Research

My research interests focus on computational and theoretical approaches for statistical phylogenetic studies of various evolutionary processes. These processes include the estimation of species relationships (i.e., inference of phylogenies), species divergence times and diversification rates, gene-tree discordance, and the genetics of adaptation. I address these problems by developing new mathematical and statistical theory, by implementing these statistical methods in computer software, and by analyzing empirical data.

 

Software and Statistical Model for Phylogeny Estimation


Phylogenies depict the evolutionary relationships among species. Much of the current interest in phylogenetics comes from advances in DNA sequencing technologies that now allow the phylogenetic comparison of hundreds or thousands of genes. However, the detailed evolutionary history of specific organisms remains largely unknown. A major challenge in phylogenetics is to infer events that occurred million of years ago while only having data from extant species. Nevertheless, new mathematical and statistical methods continue to advance our ability to effectively study these problems.

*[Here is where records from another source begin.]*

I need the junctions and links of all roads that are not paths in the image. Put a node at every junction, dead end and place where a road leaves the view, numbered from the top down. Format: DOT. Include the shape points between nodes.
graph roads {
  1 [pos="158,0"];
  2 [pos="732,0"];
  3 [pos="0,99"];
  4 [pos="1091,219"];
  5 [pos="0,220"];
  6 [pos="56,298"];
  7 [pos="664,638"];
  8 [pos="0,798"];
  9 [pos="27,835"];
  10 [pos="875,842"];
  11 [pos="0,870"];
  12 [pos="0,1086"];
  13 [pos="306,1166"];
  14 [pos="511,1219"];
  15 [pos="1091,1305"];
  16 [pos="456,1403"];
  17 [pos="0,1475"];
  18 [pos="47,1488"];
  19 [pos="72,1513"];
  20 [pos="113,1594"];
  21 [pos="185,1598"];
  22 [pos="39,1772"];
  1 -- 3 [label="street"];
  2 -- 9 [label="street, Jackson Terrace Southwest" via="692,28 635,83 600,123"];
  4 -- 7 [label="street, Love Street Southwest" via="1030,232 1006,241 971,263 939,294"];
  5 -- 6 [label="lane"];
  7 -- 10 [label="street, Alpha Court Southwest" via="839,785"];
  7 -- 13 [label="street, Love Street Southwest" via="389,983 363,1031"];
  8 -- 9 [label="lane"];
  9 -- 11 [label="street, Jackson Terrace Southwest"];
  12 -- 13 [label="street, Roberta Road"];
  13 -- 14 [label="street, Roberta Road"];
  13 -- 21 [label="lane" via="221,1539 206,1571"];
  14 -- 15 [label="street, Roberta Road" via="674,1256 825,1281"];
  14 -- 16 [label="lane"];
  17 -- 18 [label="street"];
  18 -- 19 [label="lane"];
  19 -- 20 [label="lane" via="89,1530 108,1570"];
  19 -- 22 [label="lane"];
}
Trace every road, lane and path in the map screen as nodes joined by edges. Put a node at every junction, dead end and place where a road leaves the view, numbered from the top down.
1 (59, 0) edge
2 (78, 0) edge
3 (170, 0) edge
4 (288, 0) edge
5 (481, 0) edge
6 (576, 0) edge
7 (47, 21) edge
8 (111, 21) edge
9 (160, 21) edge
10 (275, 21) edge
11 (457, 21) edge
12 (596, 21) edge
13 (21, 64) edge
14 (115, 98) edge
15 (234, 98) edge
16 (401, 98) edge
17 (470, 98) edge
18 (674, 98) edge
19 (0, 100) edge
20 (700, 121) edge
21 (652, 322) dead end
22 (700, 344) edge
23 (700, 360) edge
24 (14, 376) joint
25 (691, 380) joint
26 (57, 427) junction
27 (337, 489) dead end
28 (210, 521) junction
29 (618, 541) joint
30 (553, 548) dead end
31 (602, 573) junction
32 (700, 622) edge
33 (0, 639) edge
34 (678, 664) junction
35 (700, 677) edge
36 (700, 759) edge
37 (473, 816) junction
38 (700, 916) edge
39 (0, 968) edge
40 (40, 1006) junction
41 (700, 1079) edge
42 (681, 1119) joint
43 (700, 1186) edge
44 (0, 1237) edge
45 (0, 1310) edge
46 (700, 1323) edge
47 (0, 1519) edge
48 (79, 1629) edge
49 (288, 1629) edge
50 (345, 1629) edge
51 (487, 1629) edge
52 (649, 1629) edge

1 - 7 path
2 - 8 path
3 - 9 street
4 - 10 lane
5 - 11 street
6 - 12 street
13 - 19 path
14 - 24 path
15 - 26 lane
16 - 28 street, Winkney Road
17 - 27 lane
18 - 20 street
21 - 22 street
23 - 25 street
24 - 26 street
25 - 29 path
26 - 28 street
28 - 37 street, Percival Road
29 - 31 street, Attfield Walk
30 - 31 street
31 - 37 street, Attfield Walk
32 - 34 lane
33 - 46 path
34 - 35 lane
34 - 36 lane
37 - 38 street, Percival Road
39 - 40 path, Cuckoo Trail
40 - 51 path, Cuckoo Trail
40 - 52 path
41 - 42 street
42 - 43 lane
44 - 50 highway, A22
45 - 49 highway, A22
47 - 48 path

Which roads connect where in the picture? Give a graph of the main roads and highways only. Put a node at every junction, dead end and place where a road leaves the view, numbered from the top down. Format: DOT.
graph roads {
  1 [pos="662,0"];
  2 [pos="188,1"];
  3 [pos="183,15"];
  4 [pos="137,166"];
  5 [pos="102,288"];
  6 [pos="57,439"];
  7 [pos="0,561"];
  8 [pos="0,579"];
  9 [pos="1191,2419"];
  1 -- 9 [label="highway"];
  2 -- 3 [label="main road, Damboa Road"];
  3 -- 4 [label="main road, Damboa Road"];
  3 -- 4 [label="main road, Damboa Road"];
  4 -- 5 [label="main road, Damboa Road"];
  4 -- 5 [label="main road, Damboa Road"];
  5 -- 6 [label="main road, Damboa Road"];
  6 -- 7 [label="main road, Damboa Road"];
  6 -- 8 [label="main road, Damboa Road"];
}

My Ph.D. work introduced the concept of probabilistic graphical models to phylogenetics (Höhna et al., 2014, Systematic Biology). A probabilistic graphical model consists of vertices (the parameters/variables of the model) and edges (the dependencies between parameters. Vertices (parameters) are associated with conditional probability distributions or parameter transformations, thus, a larger model is decomposed into smaller, modular pieces. This model representation has the advantage of being easily extendable to more complex (i.e., realistic) models. Furthermore, teaching statistics to empirical biologists is simplified by probabilistic graphical models because model assumptions are made explicit and parameter dependencies are readily visualized. In a collaborative project, I combined and implemented this mathematical and statistical theory in a new computer program called RevBayes (Höhna et al., 2016, Systematic Biology). The initial development of this framework was extremely challenging and included several complete re-writes during the first years; however, this investment has wrought an incredibly powerful framework that enables exciting new research.

A simple phylogenetic model depicted in graphical-model notation (left) and the corresponding specification in the Rev language (right).

A simple phylogenetic model depicted in graphical-model notation (left) and the corresponding specification in the Rev language (right).

The increasing use of genomic data for phylogeny inference raise a number of novel challenges and opportunities for phylogenetic inferences. For example, genomic sequence data exhibits qualitative differences in the substitution process across lineages where the GC content of the sequences vary across branches of the phylogeny. This can be modeled efficiently using hierarchical models. Additionally, genomic data size show a large variation on the substitution process among genes. We developed partitioned-data analyses that can accommodate complex patterns of the substitution process within and among gene regions of an alignment.

Gene-tree discordance due to incomplete lineage sorting, gene duplication and transfer.

 

Inference of Macroevolutionary Processes


(joint work with Michael R. May, Brian R. Moore, and Luis Palazzesi)

BirthDeathShift
Many evolutionary processes entail differential rates of diversification: e.g., adaptive radiation, diversity-dependent diversification, key innovations, and mass extinction. Current methods for exploring these evolutionary processes involves the use of stochastic birth-death branching process models, where rates of diversification may be (a) time-dependent, (b) lineage-specific, or (c) character-dependent. However, our ultimate goal is to infer diversification rates through time and among lineages and identify correlations to genetic, phenotypic and/or environmental factors that impact diversification rate; and thus species diversity.

Mass extinctionIn our previous work we extended the theory on birth-death models (Höhna, 2013, Bioinformatics; Höhna, 2015, JTB; Höhna et al., 2016, Bioinformatics) and implemented computationally efficient methods to infer episodic changes in diversification rate, including cases in which species sampling is incomplete (Höhna, 2014, PLoS one; Höhna et al., 2011, MBE). In a recent study, we used this new approach to show that the diversity of conifers was impacted by one major mass-extinction event approximately 23 million years ago (May et al., 2016, MEE). This event coincides with the known timing of the increase of more arid, grassland ecosystems. In an upcoming study, we also develop a statistical method to identify correlations between rates of diversification and environmental variables, such as changes in atmospheric CO2, which includes an empirical study of the daisy family, Asteraceae.

Our next steps are two develop and implement a robust model for inferring diversification-rate variation across lineages that correct problems with previous methods. These models allow us to study diversification rate-variation through-time and among lineages. Currently, we obtain lineage-specific diversification rate estimates independently of potentially correlated factors. Future projects in this research stream include the development of statistical methods to infer correlations between time-dependent and lineage-specific diversification rates with species traits (such as morphological traits), substitution rates and environmental factors/habitat.